Santa Barbara Coastal News


An interview with Christian Barrett Hedberg

6 Jun 2014 3:57 PM

One of the main benefits of owning or buying luxury real estate in the Santa Barbara area is the gorgeous, eye-catching landscapes. And, one of the people you can thank for that is Christian Hedberg, founder of CBHdesign, one of the area's premier landscape architecture firms.

We spoke with Mr. Hedberg about his process, the challenges he faces and the trends that are going to determine the future of Santa Barbara landscapes.

Sotheby's International Realty: Can you tell me about your design background and experience?

Christian Hedberg: I graduated from Arizona State University in environmental design and landscape architecture, I interned with Design Workshop for several years, where we focused on resort design. Then I went back to Santa Barbara, where I grew up, and I've been here since 1994.

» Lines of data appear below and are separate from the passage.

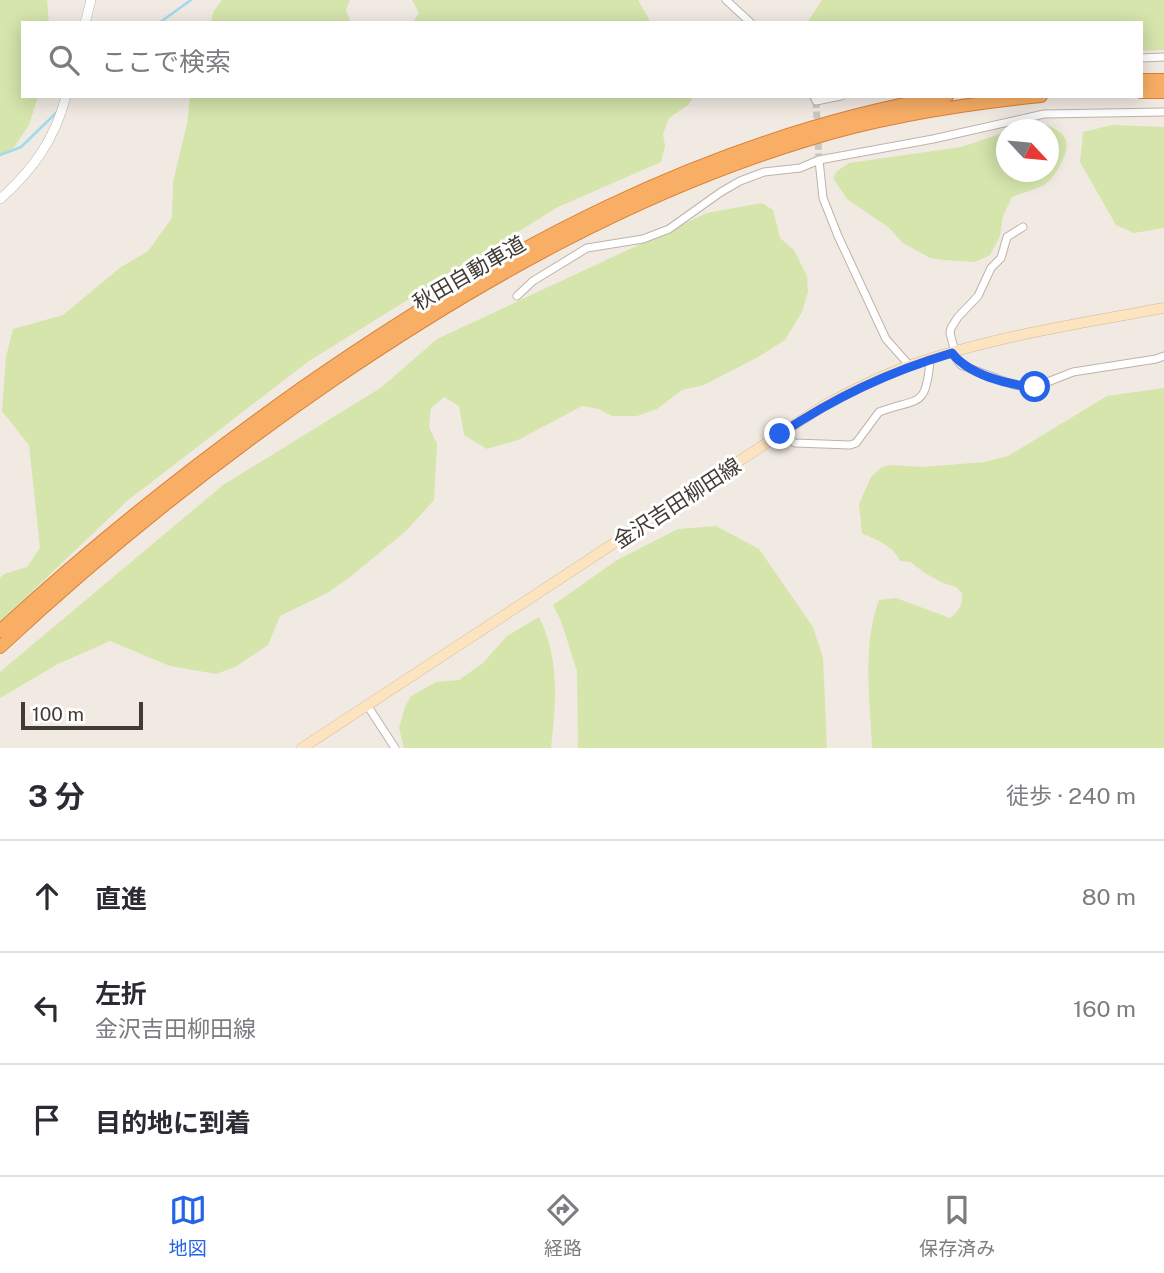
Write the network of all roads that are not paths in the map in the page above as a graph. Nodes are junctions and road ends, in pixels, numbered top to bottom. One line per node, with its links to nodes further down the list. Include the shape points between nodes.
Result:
1 (91, 0): 3 (street)
2 (726, 0): 4 (street)
3 (86, 21)
4 (749, 21)
5 (1164, 57): 6 (street)
6 (1143, 58)
7 (1143, 80): 8 (highway)
8 (1164, 80)
9 (1143, 92): 10 (highway)
10 (1164, 92)
11 (65, 98): 18 (street, via 62,114 40,158)
12 (815, 98): 13 (street)
13 (831, 98)
14 (936, 98): 27 (highway, 秋田自動車道, via 821,124 732,152 659,182 503,260 360,348 212,452 81,558)
15 (1021, 98): 28 (highway, 秋田自動車道, via 895,117 811,138 675,188 573,236 437,312 292,409 152,514)
16 (1164, 112): 17 (street, via 1044,114)
17 (819, 160): 20 (street, via 740,181 669,229 643,239 587,248); 25 (street, via 823,198 838,236 886,339)
18 (0, 199)
19 (1023, 227): 22 (street, via 1007,237 1001,258 978,296 951,328)
20 (517, 296)
21 (1164, 308): 22 (main road, 金沢吉田柳田線)
22 (954, 353): 23 (street, via 961,365 1014,385 1035,387 1073,372); 24 (main road, 金沢吉田柳田線)
23 (1164, 356)
24 (930, 360): 25 (main road, 金沢吉田柳田線); 26 (street, via 924,395 912,404 879,412 856,443 795,443)
25 (911, 366): 26 (main road, 金沢吉田柳田線, via 859,387)
26 (780, 434): 29 (main road, 金沢吉田柳田線)
27 (0, 631)
28 (0, 648)
29 (367, 705): 30 (main road, 金沢吉田柳田線); 31 (street)
30 (302, 748)
31 (395, 748)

SIR: In terms of landscape design, is Santa Barbara different from other areas of California where you practice?

CH: It is. What's great about Santa Barbara is the climate. It's like a natural greenhouse - we have the marine air influence and the fog in the morning, and then it burns off and we have this perfect sunny 75? Fahrenheit. It never gets too cold or too hot - it rarely gets below 45? Fahrenheit and generally stays in the high 60s to 70s. So it's ideal for outdoor living, both for people and plants. You can plant all year round.

SIR: What are the current landscape design trends around Santa Barbara?

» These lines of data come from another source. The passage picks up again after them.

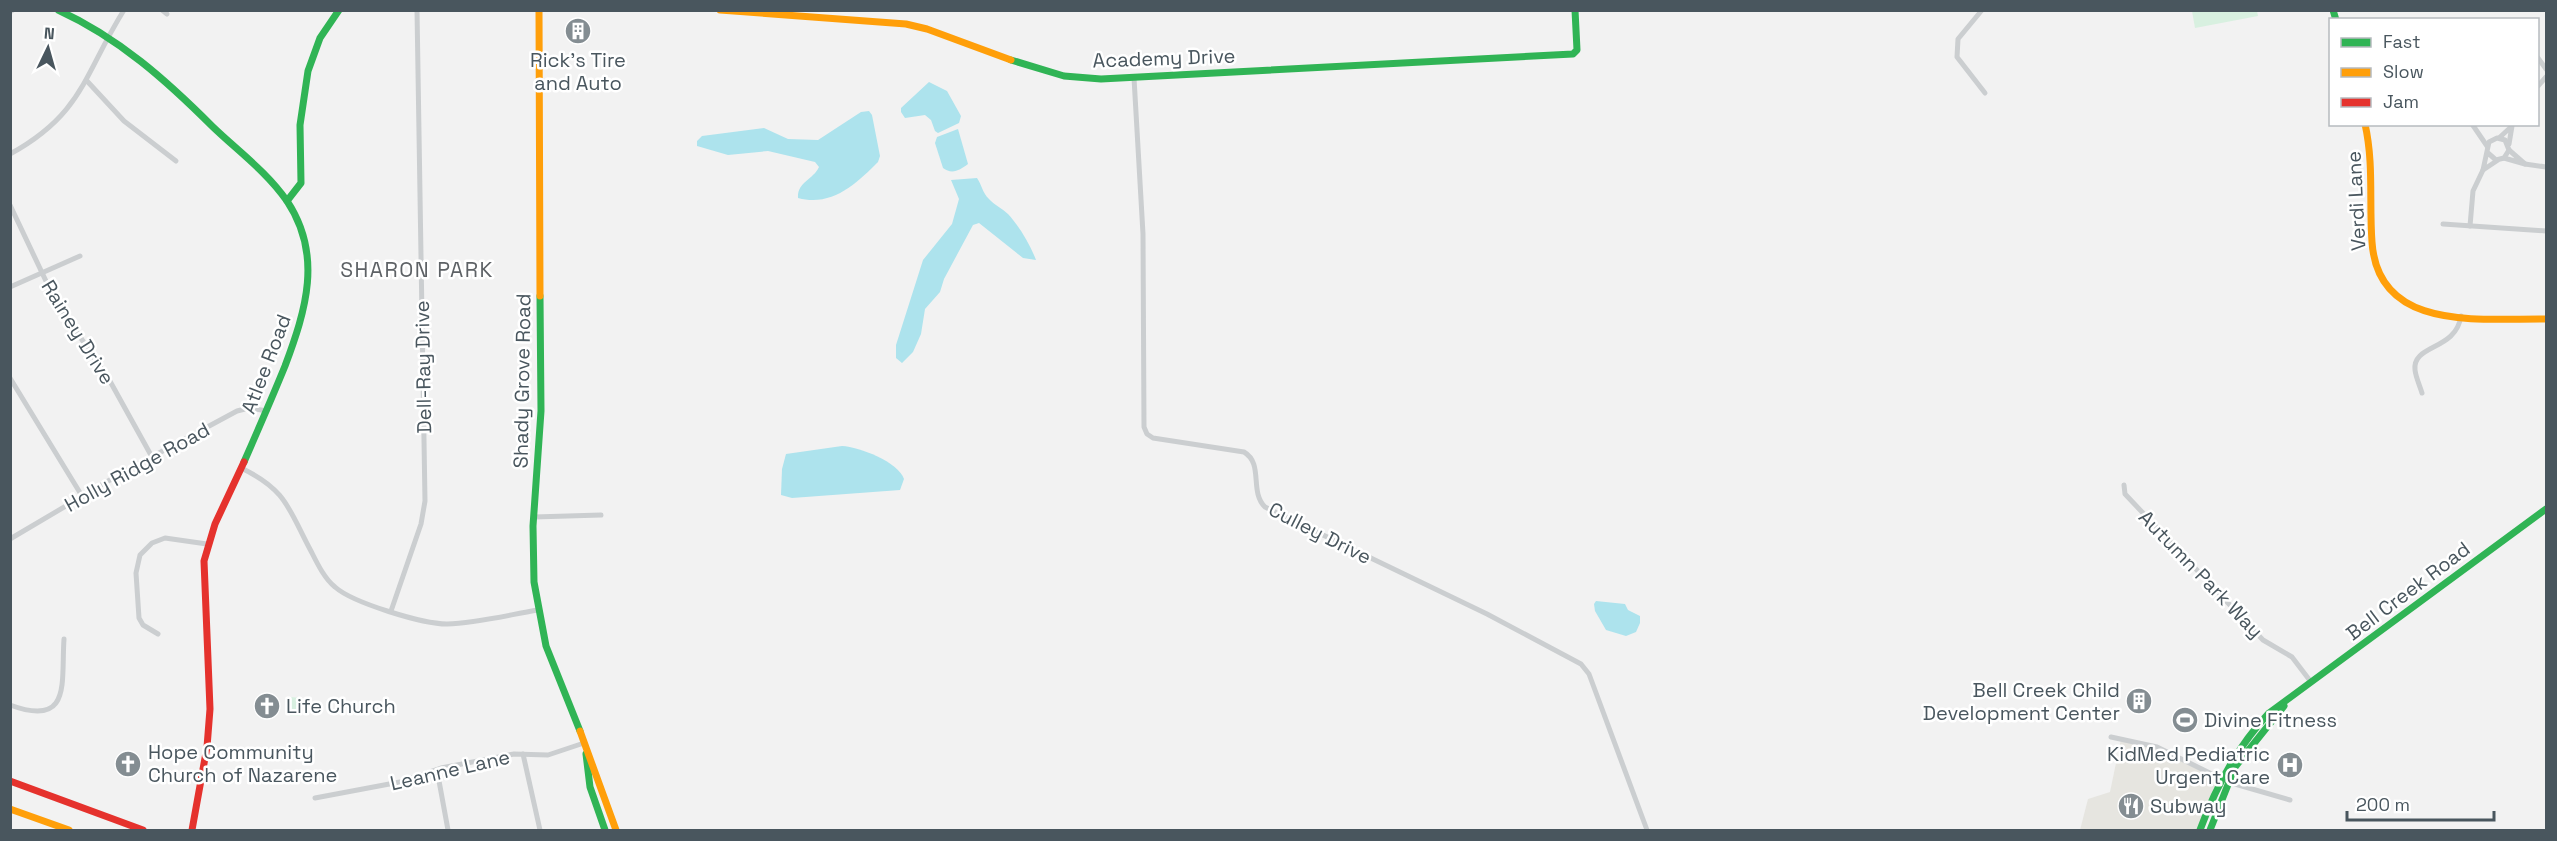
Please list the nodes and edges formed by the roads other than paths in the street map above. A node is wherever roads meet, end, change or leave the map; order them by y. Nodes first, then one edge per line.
1 (58, 10) edge
2 (124, 10) edge
3 (339, 10) edge
4 (417, 10) edge
5 (539, 10) edge
6 (720, 10) edge
7 (1575, 10) edge
8 (1982, 10) edge
9 (108, 37) junction
10 (1134, 78) junction
11 (87, 81) junction
12 (1984, 93) dead end
13 (2366, 126) edge
14 (2474, 126) edge
15 (2512, 126) edge
16 (2513, 126) edge
17 (2479, 133) junction
18 (2496, 139) junction
19 (2509, 148) junction
20 (2488, 150) junction
21 (10, 154) edge
22 (2501, 159) junction
23 (176, 161) dead end
24 (2525, 164) junction
25 (2547, 167) edge
26 (2482, 170) junction
27 (287, 201) junction
28 (10, 205) edge
29 (2443, 224) dead end
30 (2470, 226) junction
31 (2547, 231) edge
32 (80, 256) dead end
33 (41, 273) junction
34 (10, 287) edge
35 (2461, 316) junction
36 (2547, 319) edge
37 (11, 378) edge
38 (2422, 393) dead end
39 (267, 411) junction
40 (152, 457) junction
41 (241, 468) junction
42 (2124, 485) dead end
43 (82, 496) junction
44 (2547, 510) edge
45 (601, 515) dead end
46 (534, 517) junction
47 (11, 537) edge
48 (207, 544) junction
49 (538, 610) junction
50 (391, 611) junction
51 (158, 634) dead end
52 (64, 639) dead end
53 (2311, 682) junction
54 (10, 705) edge
55 (2111, 737) dead end
56 (584, 743) junction
57 (523, 754) junction
58 (437, 770) junction
59 (2224, 780) junction
60 (10, 781) edge
61 (315, 798) dead end
62 (2290, 800) dead end
63 (10, 809) edge
64 (69, 831) edge
65 (143, 831) edge
66 (192, 831) edge
67 (448, 831) edge
68 (540, 831) edge
69 (605, 831) edge
70 (616, 831) edge
71 (1647, 831) edge
72 (2200, 831) edge
73 (2210, 831) edge

1 - 9 main road, Atlee Road
2 - 9 street
3 - 27 main road
4 - 50 street, Dell-Ray Drive
5 - 46 main road, Shady Grove Road
6 - 10 main road, Academy Drive
7 - 10 main road, Academy Drive
8 - 12 street
9 - 11 street
9 - 27 main road, Atlee Road
10 - 71 street, Culley Drive
11 - 21 street
11 - 23 street
13 - 35 main road, Verdi Lane
14 - 17 street
15 - 18 street
16 - 19 street
17 - 18 street
17 - 20 street
18 - 19 street
18 - 20 street
19 - 22 street
19 - 24 street
20 - 22 street
20 - 26 street
22 - 24 street
22 - 26 street
24 - 25 street
26 - 30 street
27 - 39 main road, Atlee Road
28 - 33 street, Rainey Drive
29 - 30 street
30 - 31 street
32 - 33 street
33 - 34 street
33 - 40 street, Rainey Drive
35 - 36 main road, Verdi Lane
35 - 38 street
37 - 43 street
39 - 40 street, Holly Ridge Road
39 - 41 main road, Atlee Road
40 - 43 street, Holly Ridge Road
41 - 48 main road, Atlee Road
41 - 50 street
42 - 53 street, Autumn Park Way
43 - 47 street, Holly Ridge Road
44 - 53 main road, Bell Creek Road
45 - 46 street
46 - 49 main road, Shady Grove Road
48 - 51 street
48 - 66 main road, Atlee Road
49 - 50 street
49 - 56 main road, Shady Grove Road
52 - 54 street
53 - 59 main road, Bell Creek Road
55 - 59 street
56 - 57 street, Leanne Lane
56 - 69 main road, Shady Grove Road
56 - 70 main road, Shady Grove Road
57 - 58 street, Leanne Lane
57 - 68 street
58 - 61 street, Leanne Lane
58 - 67 street
59 - 62 street
59 - 72 main road, Bell Creek Road
59 - 73 main road, Bell Creek Road
60 - 65 main road
63 - 64 main road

CH: Like I said, outdoor living. The other one is sustainability, which is a big deal in this area since we've been dealing with a drought for the third straight year. So the trend is to use extremely drought-resistant plants. This leads to lower maintenance costs and lower water usage. We are also designing in a way that allows us to control stormwater runoff, which is a big issue, so we don't have pollution running into the creeks and then into the ocean.

There is also a trend toward the native realm of plants (which are highly drought-resistant). This also saves our clients thousands of dollars each month on keeping their gardens alive between general maintenance costs and water bills.

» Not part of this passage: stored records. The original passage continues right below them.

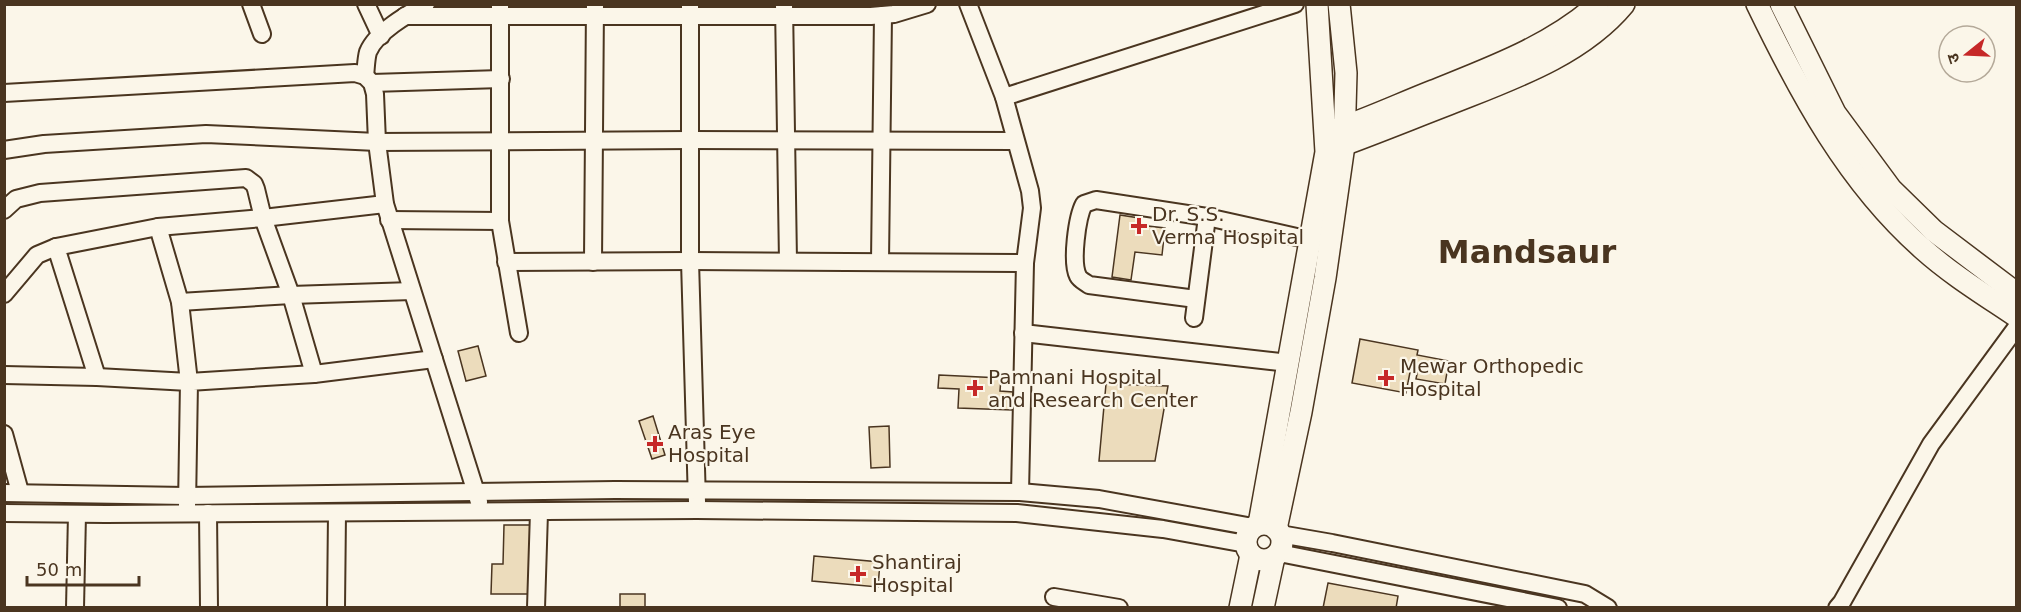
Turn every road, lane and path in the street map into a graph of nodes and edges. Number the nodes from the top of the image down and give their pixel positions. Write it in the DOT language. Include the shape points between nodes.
graph roads {
  1 [pos="251,4"];
  2 [pos="366,4"];
  3 [pos="426,4"];
  4 [pos="927,4"];
  5 [pos="968,4"];
  6 [pos="1295,4"];
  7 [pos="1317,4"];
  8 [pos="1339,4"];
  9 [pos="1598,4"];
  10 [pos="1624,4"];
  11 [pos="1757,4"];
  12 [pos="1781,4"];
  13 [pos="500,10"];
  14 [pos="595,10"];
  15 [pos="691,10"];
  16 [pos="784,10"];
  17 [pos="883,15"];
  18 [pos="405,16"];
  19 [pos="262,34"];
  20 [pos="381,36"];
  21 [pos="369,79"];
  22 [pos="501,79"];
  23 [pos="4,93"];
  24 [pos="1005,97"];
  25 [pos="1335,139"];
  26 [pos="500,140"];
  27 [pos="594,140"];
  28 [pos="690,140"];
  29 [pos="786,140"];
  30 [pos="882,141"];
  31 [pos="1016,141"];
  32 [pos="377,142"];
  33 [pos="4,150"];
  34 [pos="4,210"];
  35 [pos="387,212"];
  36 [pos="1207,217"];
  37 [pos="263,218"];
  38 [pos="500,221"];
  39 [pos="158,227"];
  40 [pos="1310,240"];
  41 [pos="56,247"];
  42 [pos="690,261"];
  43 [pos="788,261"];
  44 [pos="506,262"];
  45 [pos="593,262"];
  46 [pos="880,262"];
  47 [pos="1025,263"];
  48 [pos="412,291"];
  49 [pos="2016,293"];
  50 [pos="4,294"];
  51 [pos="291,295"];
  52 [pos="1196,299"];
  53 [pos="180,302"];
  54 [pos="2016,316"];
  55 [pos="1194,318"];
  56 [pos="2016,328"];
  57 [pos="519,333"];
  58 [pos="1023,333"];
  59 [pos="434,359"];
  60 [pos="1288,363"];
  61 [pos="314,374"];
  62 [pos="4,375"];
  63 [pos="97,377"];
  64 [pos="189,382"];
  65 [pos="4,434"];
  66 [pos="476,491"];
  67 [pos="696,491"];
  68 [pos="12,492"];
  69 [pos="1020,492"];
  70 [pos="186,496"];
  71 [pos="697,510"];
  72 [pos="482,512"];
  73 [pos="539,512"];
  74 [pos="4,513"];
  75 [pos="187,513"];
  76 [pos="208,513"];
  77 [pos="337,513"];
  78 [pos="77,514"];
  79 [pos="1265,540"];
  80 [pos="1054,597"];
  81 [pos="75,608"];
  82 [pos="209,608"];
  83 [pos="336,608"];
  84 [pos="536,608"];
  85 [pos="1119,608"];
  86 [pos="1240,608"];
  87 [pos="1263,608"];
  88 [pos="1558,608"];
  89 [pos="1608,608"];
  90 [pos="1837,608"];
  1 -- 19 [label="street"];
  2 -- 20 [label="street"];
  3 -- 18 [label="street"];
  4 -- 17 [label="street"];
  5 -- 24 [label="street"];
  6 -- 24 [label="street"];
  7 -- 25 [label="main road"];
  8 -- 25 [label="main road" via="1346,73"];
  9 -- 25 [label="main road" via="1567,28 1519,56"];
  10 -- 25 [label="main road" via="1589,37 1502,82"];
  11 -- 54 [label="main road" via="1812,110 1845,161 1895,222 1924,250"];
  12 -- 49 [label="main road" via="1835,113 1891,189 1934,231"];
  13 -- 14 [label="street"];
  13 -- 18 [label="street"];
  13 -- 22 [label="street"];
  14 -- 15 [label="street"];
  14 -- 27 [label="street"];
  15 -- 16 [label="street"];
  15 -- 28 [label="street"];
  16 -- 17 [label="street"];
  16 -- 29 [label="street"];
  17 -- 30 [label="street"];
  18 -- 20 [label="street"];
  20 -- 21 [label="street" via="368,54"];
  21 -- 22 [label="street"];
  21 -- 23 [label="street" via="355,74"];
  21 -- 32 [label="street" via="375,94"];
  22 -- 26 [label="street"];
  24 -- 31 [label="street"];
  25 -- 40 [label="main road"];
  25 -- 79 [label="main road" via="1325,278 1301,412"];
  26 -- 27 [label="street"];
  26 -- 32 [label="street"];
  26 -- 38 [label="street"];
  27 -- 28 [label="street"];
  27 -- 45 [label="street"];
  28 -- 29 [label="street"];
  28 -- 42 [label="street"];
  29 -- 30 [label="street"];
  29 -- 43 [label="street"];
  30 -- 31 [label="street"];
  30 -- 46 [label="street"];
  31 -- 47 [label="street" via="1032,208"];
  32 -- 33 [label="street" via="206,134"];
  32 -- 35 [label="street"];
  34 -- 37 [label="street" via="16,199 40,193 239,177 254,184"];
  35 -- 37 [label="street"];
  35 -- 38 [label="street"];
  35 -- 48 [label="street"];
  36 -- 40 [label="street"];
  36 -- 52 [label="street"];
  36 -- 52 [label="street" via="1096,200 1084,204 1080,213 1075,266 1079,278 1089,285"];
  37 -- 39 [label="street"];
  37 -- 51 [label="street"];
  38 -- 44 [label="street"];
  39 -- 41 [label="street"];
  39 -- 53 [label="street"];
  40 -- 60 [label="main road"];
  41 -- 50 [label="street" via="37,255"];
  41 -- 63 [label="street"];
  42 -- 43 [label="street"];
  42 -- 45 [label="street"];
  42 -- 67 [label="street"];
  43 -- 46 [label="street"];
  44 -- 45 [label="street"];
  44 -- 57 [label="street"];
  46 -- 47 [label="street"];
  47 -- 58 [label="street"];
  48 -- 51 [label="street"];
  48 -- 59 [label="street"];
  51 -- 53 [label="street"];
  51 -- 61 [label="street"];
  52 -- 55 [label="street"];
  53 -- 64 [label="street"];
  56 -- 90 [label="street" via="1931,444"];
  58 -- 60 [label="street"];
  58 -- 69 [label="street"];
  59 -- 61 [label="street"];
  59 -- 66 [label="street"];
  60 -- 79 [label="main road"];
  61 -- 64 [label="street"];
  62 -- 63 [label="street"];
  63 -- 64 [label="street"];
  64 -- 70 [label="street"];
  65 -- 68 [label="street"];
  66 -- 67 [label="street"];
  66 -- 70 [label="street"];
  66 -- 72 [label="street"];
  67 -- 69 [label="street"];
  67 -- 71 [label="street"];
  68 -- 70 [label="street"];
  69 -- 79 [label="street" via="1099,499"];
  70 -- 75 [label="street"];
  71 -- 73 [label="street"];
  71 -- 79 [label="street" via="1017,513"];
  72 -- 73 [label="street"];
  72 -- 77 [label="street"];
  73 -- 84 [label="street"];
  74 -- 78 [label="street"];
  75 -- 76 [label="street"];
  75 -- 78 [label="street"];
  76 -- 77 [label="street"];
  76 -- 82 [label="street"];
  77 -- 83 [label="street"];
  78 -- 81 [label="street"];
  79 -- 86 [label="main road"];
  79 -- 87 [label="main road"];
  79 -- 88 [label="street"];
  79 -- 89 [label="street" via="1332,543 1585,594"];
  80 -- 85 [label="street"];
}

SIR: What are your predictions for future trends?

CH: I think it will be that "less is more" in landscape design. Instead of elaborate gardens, I'm seeing a big drive towards simplicity. It's a win-win situation for the client and the environment.

SIR: Have people realized organically that they need to save water, or are there specific regulations that are pushing them in that direction?

CH: There are regulations. Right now I have two estates in Montecito, where we're only allowed to use 80 gallons of water per person, which does not allow for landscaping. So people are faced with either having to drill a well, which some of them do and it can cost up to $200,000, or for $50,000 we can plant a really nice native garden that will adapt to the situation that we're in.

SIR: So regulations are affecting landscape design?

CH: Yes, it is definitely happening. Zoning and ordinances are changing to focus on landscape. When I first started I didn't like them telling me what to do, I felt like they were crushing my creativity, but the reason Santa Barbara is so beautiful and we have such coherent movement in design is the oversight and the fact that we have some talented designers on architectural review boards that give some good direction to it. Some other coastal towns that don't have as much oversight look like concrete jungles, but Santa Barbara has maintained its character over the years.

SIR: Other than the restriction on the use of water, what other regulations are there in Santa Barbara that you have to keep in mind when you take up a project?

CH: Setbacks in privacy for the neighbors and screening/blocking views all things that are looked at when we're getting a plan approved. And we try to cooperate with the neighbors as much as possible when we are coming up with these plans.

SIR: What are some of the biggest challenges in landscape design in the area?

CH: The only big challenges are the resources that we need to work with and that are limited, and the biggest of them is, of course, water.

SIR: Are local materials something that your customers are interested in incorporating into their landscape?

CH: By all means. I try to keep them to within 100 miles. What's neat about Santa Barbara is that we have Santa Barbara sandstone, so when we do a new home or redo an existing one we usually run into a lot of rock. So we use that rock to build beautiful retaining walls, entry columns, pool coating, big ornamental boulders - the rock doesn't leave the property. Also, Santa Barbara has a number of nurseries around, so all plants are grown locally.